Patada
Cidade
situada na Grande Florianópolis, com uma altitude média de apenas dezoito
metros acima do nível do mar, desenvolveu-se ao longo das margens do rio
Cubatão. Entretanto, nos anos setenta e oitenta, Santo Amaro da Imperatriz
era banhada mesmo, e com certa freqüência, pelas águas que transbordavam
aquele rio.
Nessa
época, nós, três irmãos (eu era o do meio) que administrávamos um bar, o
“Fecha-Nunca”, morávamos numa casa com: porão, destinado a guardar os
engradados vazios e outras tralhas; piso
térreo, onde ficava o bar e a cozinha; e o sobrado, com
dormitórios e uma sacada enorme.
Numa
dessas enchentes, uma pata, arrastada pela correnteza, veio parar nos fundos
de nosso sobrado, onde passava um pequeno córrego. Embora a pata, de porte médio,
nadasse muito bem, um pequeno tronco de árvore preso a uma cerca foi a tábua
de salvação para ela. Ficou ali toda encolhida vendo as águas toldadas
passarem numa velocidade estonteante.
Vendo
a aflição daquele animalzinho indefeso, eu, sob as vistas e com o incentivo
de meus irmãos e apesar de não saber nadar direito, aceitei o desafio de
salvar a pata.
Vestindo
apenas um calção de banho todo esfarrapado, – não fazia frio, era
enchente de verão – caí na água barrenta, nadei até ela, atravessando
uma forte correnteza. Peguei-a pelas asas, firme com a mão direita e tentei
retornar nadando com o auxílio de somente uma das mãos. A mão que segurava
a pata ficara à tona para que a mesma não se afogasse. A cada braçada, o
cansaço aumentava e aquele nado desajeitado não vencia a força das águas.
Do
outro lado da margem, estavam meus dois irmãos a gargalhar. A cena
justificava.
Eu,
sentindo que daquele jeito não venceria a correnteza, resolvi nadar
normalmente com as duas mãos sem soltar a pata. Aí sim, com ela fazendo as
vezes de uma pá de remo, cheguei à margem, mas com a coitadinha desfalecida.
O
enxugamento da patinha com um pano seco, associado a um pouco de carinho,
poupou-nos de uma sessão de respiração “boca-a-bico”. Momentos
seguintes a magra pata já estava se alimentando normalmente.
O
que fazer com a pata? Procurar o dono e devolvê-la? E o meu sacrifício, como
fica? Concluímos: vamos engordá-la e fazer uma “patada”. Ensopada.
Com
pedaços de sarrafo e restos de madeira que a enchente trouxe, fizemos um
cercado na parte aberta do porão. Uma cuia com água e um cochinho de madeira
para a comida mobiliavam o ambiente em que a pata iria viver nas próximas
semanas.
No
bar e na cozinha não ficavam mais restos de comida. Sobras de sanduíches,
pastéis e almôndegas amanhecidos, tudo engrossava o pirão servido à pata,
no mínimo, três vezes ao dia. Até milho nós comprávamos.
A
pata foi ficando conhecida e sua fama se espalhou entre os fregueses mais
chegados. Ademir Claudino e o Jerônimo Gomes que, além de fregueses, eram
nossos amigos, vez por outra levavam comida para a dita.
Passadas
algumas semanas, a pata já tinha o dobro do peso inicial. “Tava” na hora.

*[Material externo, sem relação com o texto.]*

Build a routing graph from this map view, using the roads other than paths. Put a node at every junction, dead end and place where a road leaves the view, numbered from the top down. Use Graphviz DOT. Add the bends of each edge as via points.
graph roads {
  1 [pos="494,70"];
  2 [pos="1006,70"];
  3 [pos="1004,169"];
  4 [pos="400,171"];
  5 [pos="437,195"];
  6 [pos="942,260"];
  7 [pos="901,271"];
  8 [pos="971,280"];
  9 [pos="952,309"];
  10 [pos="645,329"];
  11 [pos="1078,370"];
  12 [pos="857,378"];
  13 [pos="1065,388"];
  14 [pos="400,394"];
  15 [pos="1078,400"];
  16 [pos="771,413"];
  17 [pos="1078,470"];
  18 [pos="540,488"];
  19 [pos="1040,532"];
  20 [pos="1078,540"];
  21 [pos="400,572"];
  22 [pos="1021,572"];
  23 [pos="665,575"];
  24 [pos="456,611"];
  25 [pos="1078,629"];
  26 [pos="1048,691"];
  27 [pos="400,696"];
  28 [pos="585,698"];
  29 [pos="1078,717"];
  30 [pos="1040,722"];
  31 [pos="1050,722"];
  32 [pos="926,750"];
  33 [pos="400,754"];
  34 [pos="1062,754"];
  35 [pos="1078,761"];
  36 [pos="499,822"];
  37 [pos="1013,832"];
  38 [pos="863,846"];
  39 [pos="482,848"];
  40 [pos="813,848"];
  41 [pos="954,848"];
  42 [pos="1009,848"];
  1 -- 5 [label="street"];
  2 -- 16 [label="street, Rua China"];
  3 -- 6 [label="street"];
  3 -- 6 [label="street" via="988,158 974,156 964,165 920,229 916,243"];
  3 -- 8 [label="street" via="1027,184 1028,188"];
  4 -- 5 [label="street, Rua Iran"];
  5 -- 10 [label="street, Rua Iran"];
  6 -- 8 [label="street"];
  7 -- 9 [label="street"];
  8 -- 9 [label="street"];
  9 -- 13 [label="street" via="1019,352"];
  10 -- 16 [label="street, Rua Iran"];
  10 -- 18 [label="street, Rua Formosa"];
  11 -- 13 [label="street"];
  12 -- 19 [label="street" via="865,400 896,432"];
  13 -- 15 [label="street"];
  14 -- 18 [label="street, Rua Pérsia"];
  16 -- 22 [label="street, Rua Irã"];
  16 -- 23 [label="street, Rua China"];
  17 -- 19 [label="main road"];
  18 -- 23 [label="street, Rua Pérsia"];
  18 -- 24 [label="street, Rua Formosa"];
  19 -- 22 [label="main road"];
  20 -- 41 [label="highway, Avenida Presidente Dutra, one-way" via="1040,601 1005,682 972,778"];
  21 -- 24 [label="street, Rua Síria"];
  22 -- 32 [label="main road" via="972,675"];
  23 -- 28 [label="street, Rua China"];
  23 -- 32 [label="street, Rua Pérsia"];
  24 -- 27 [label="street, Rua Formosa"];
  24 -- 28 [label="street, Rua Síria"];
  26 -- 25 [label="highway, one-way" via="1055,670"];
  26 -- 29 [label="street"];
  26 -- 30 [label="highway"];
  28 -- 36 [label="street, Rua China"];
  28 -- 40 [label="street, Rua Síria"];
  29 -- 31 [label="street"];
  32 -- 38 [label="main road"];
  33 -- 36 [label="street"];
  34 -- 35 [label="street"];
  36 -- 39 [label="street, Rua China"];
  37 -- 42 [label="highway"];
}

Marcamos a patada para uma quinta à noite. Cinco pessoas: nós três irmãos,
o Ademir e o Jerônimo.
Quinta
pela manhã, fui dar à pata sua derradeira refeição. Quando cheguei no
cercado, qual não foi minha surpresa quando me deparei com uma patinha que
mal cabia na palma da mão. Uma plumagem toda amarelinha. Talvez tivesse uma
ou duas semanas de vida. A pata adulta havia desaparecido ou houvera um
processo de regressão muito perfeito.
Corri
de volta e contei a meus irmãos e aos fregueses presentes. Incrédulos, todos
foram ver e, aí, acreditaram.
Dias
depois descobrimos que, do terreiro da mãe do Jerônimo, havia desaparecido
um patinho recém-nascido.
Osli Cunha, Agosto de 2007.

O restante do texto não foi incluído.